# WHAT IS BEING ASKED:
Transcribe all of the records word for word, please, omitting the pictures.

(Stored data entries)

■ ■ ■ ■ ■

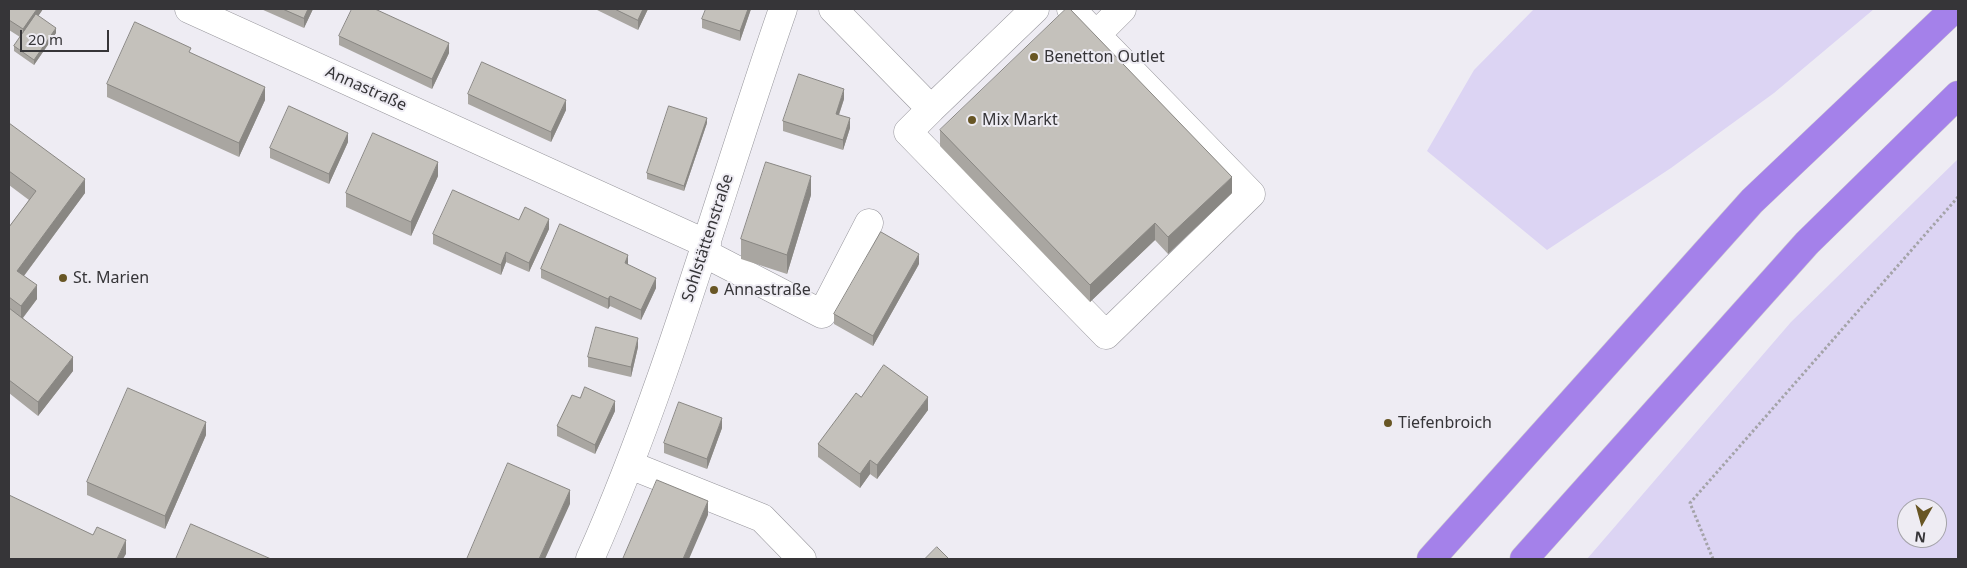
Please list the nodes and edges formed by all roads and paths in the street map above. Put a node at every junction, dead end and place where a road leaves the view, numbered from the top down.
1 (189, 9) edge
2 (783, 9) edge
3 (833, 9) edge
4 (1036, 9) edge
5 (1071, 9) edge
6 (1122, 9) edge
7 (1954, 9) edge
8 (1096, 35) junction
9 (1958, 95) edge
10 (932, 109) junction
11 (1958, 197) edge
12 (869, 223) dead end
13 (705, 249) junction
14 (630, 465) junction
15 (590, 559) edge
16 (802, 559) edge
17 (1431, 559) edge
18 (1524, 559) edge
19 (1713, 559) edge

1 - 13 street, Annastraße
2 - 13 street, Sohlstättenstraße
3 - 10 street
4 - 10 street
5 - 8 street
6 - 8 street
7 - 17 highway
8 - 10 street
9 - 18 highway
11 - 19 path
12 - 13 street, Annastraße
13 - 14 street, Sohlstättenstraße
14 - 15 street, Sohlstättenstraße
14 - 16 street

■ ■ ■ ■ ■

# RESPONSE TO THE TASK:
Please list the nodes and edges formed by all roads and paths in the street map above. Put a node at every junction, dead end and place where a road leaves the view, numbered from the top down.
1 (189, 9) edge
2 (783, 9) edge
3 (833, 9) edge
4 (1036, 9) edge
5 (1071, 9) edge
6 (1122, 9) edge
7 (1954, 9) edge
8 (1096, 35) junction
9 (1958, 95) edge
10 (932, 109) junction
11 (1958, 197) edge
12 (869, 223) dead end
13 (705, 249) junction
14 (630, 465) junction
15 (590, 559) edge
16 (802, 559) edge
17 (1431, 559) edge
18 (1524, 559) edge
19 (1713, 559) edge

1 - 13 street, Annastraße
2 - 13 street, Sohlstättenstraße
3 - 10 street
4 - 10 street
5 - 8 street
6 - 8 street
7 - 17 highway
8 - 10 street
9 - 18 highway
11 - 19 path
12 - 13 street, Annastraße
13 - 14 street, Sohlstättenstraße
14 - 15 street, Sohlstättenstraße
14 - 16 street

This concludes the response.